» Task directions
Repeat all of the material exactly, with no line missing.
-------
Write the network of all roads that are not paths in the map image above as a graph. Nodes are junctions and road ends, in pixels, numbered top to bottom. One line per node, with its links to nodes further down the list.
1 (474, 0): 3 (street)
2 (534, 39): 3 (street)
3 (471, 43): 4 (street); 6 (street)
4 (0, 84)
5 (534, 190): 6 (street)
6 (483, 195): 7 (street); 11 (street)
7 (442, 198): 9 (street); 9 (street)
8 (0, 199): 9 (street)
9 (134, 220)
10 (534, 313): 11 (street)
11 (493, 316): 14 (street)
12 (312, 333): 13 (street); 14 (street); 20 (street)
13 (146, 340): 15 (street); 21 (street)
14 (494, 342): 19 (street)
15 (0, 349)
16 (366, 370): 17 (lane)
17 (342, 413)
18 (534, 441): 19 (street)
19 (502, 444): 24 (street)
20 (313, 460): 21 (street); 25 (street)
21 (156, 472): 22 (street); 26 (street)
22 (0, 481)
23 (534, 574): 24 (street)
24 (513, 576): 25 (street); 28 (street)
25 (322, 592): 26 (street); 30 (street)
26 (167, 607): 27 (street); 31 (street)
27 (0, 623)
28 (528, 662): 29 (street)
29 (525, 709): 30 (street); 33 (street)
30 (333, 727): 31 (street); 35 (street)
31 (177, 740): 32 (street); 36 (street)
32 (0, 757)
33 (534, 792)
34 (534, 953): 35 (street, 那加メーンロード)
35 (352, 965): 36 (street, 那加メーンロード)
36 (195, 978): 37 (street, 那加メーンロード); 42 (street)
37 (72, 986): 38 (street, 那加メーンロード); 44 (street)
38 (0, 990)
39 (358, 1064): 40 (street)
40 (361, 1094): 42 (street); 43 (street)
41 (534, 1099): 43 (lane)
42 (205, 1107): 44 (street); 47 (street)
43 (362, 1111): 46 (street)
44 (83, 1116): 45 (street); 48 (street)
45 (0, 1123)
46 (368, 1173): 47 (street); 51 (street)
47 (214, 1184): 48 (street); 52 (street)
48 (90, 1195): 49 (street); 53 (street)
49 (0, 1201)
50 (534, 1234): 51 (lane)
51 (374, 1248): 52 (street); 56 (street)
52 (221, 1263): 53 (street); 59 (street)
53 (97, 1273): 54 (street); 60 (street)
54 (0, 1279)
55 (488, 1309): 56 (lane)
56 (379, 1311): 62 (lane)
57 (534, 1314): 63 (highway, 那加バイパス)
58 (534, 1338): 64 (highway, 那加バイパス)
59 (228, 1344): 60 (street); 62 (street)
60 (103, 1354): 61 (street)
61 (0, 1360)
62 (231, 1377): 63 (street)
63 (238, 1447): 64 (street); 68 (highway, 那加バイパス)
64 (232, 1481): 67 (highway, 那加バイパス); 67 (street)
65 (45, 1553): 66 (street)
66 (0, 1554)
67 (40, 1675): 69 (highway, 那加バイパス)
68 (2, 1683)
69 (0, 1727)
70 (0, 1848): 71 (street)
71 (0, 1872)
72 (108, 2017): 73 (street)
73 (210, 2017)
-------
» Response box
Write the network of all roads that are not paths in the map image above as a graph. Nodes are junctions and road ends, in pixels, numbered top to bottom. One line per node, with its links to nodes further down the list.
1 (474, 0): 3 (street)
2 (534, 39): 3 (street)
3 (471, 43): 4 (street); 6 (street)
4 (0, 84)
5 (534, 190): 6 (street)
6 (483, 195): 7 (street); 11 (street)
7 (442, 198): 9 (street); 9 (street)
8 (0, 199): 9 (street)
9 (134, 220)
10 (534, 313): 11 (street)
11 (493, 316): 14 (street)
12 (312, 333): 13 (street); 14 (street); 20 (street)
13 (146, 340): 15 (street); 21 (street)
14 (494, 342): 19 (street)
15 (0, 349)
16 (366, 370): 17 (lane)
17 (342, 413)
18 (534, 441): 19 (street)
19 (502, 444): 24 (street)
20 (313, 460): 21 (street); 25 (street)
21 (156, 472): 22 (street); 26 (street)
22 (0, 481)
23 (534, 574): 24 (street)
24 (513, 576): 25 (street); 28 (street)
25 (322, 592): 26 (street); 30 (street)
26 (167, 607): 27 (street); 31 (street)
27 (0, 623)
28 (528, 662): 29 (street)
29 (525, 709): 30 (street); 33 (street)
30 (333, 727): 31 (street); 35 (street)
31 (177, 740): 32 (street); 36 (street)
32 (0, 757)
33 (534, 792)
34 (534, 953): 35 (street, 那加メーンロード)
35 (352, 965): 36 (street, 那加メーンロード)
36 (195, 978): 37 (street, 那加メーンロード); 42 (street)
37 (72, 986): 38 (street, 那加メーンロード); 44 (street)
38 (0, 990)
39 (358, 1064): 40 (street)
40 (361, 1094): 42 (street); 43 (street)
41 (534, 1099): 43 (lane)
42 (205, 1107): 44 (street); 47 (street)
43 (362, 1111): 46 (street)
44 (83, 1116): 45 (street); 48 (street)
45 (0, 1123)
46 (368, 1173): 47 (street); 51 (street)
47 (214, 1184): 48 (street); 52 (street)
48 (90, 1195): 49 (street); 53 (street)
49 (0, 1201)
50 (534, 1234): 51 (lane)
51 (374, 1248): 52 (street); 56 (street)
52 (221, 1263): 53 (street); 59 (street)
53 (97, 1273): 54 (street); 60 (street)
54 (0, 1279)
55 (488, 1309): 56 (lane)
56 (379, 1311): 62 (lane)
57 (534, 1314): 63 (highway, 那加バイパス)
58 (534, 1338): 64 (highway, 那加バイパス)
59 (228, 1344): 60 (street); 62 (street)
60 (103, 1354): 61 (street)
61 (0, 1360)
62 (231, 1377): 63 (street)
63 (238, 1447): 64 (street); 68 (highway, 那加バイパス)
64 (232, 1481): 67 (highway, 那加バイパス); 67 (street)
65 (45, 1553): 66 (street)
66 (0, 1554)
67 (40, 1675): 69 (highway, 那加バイパス)
68 (2, 1683)
69 (0, 1727)
70 (0, 1848): 71 (street)
71 (0, 1872)
72 (108, 2017): 73 (street)
73 (210, 2017)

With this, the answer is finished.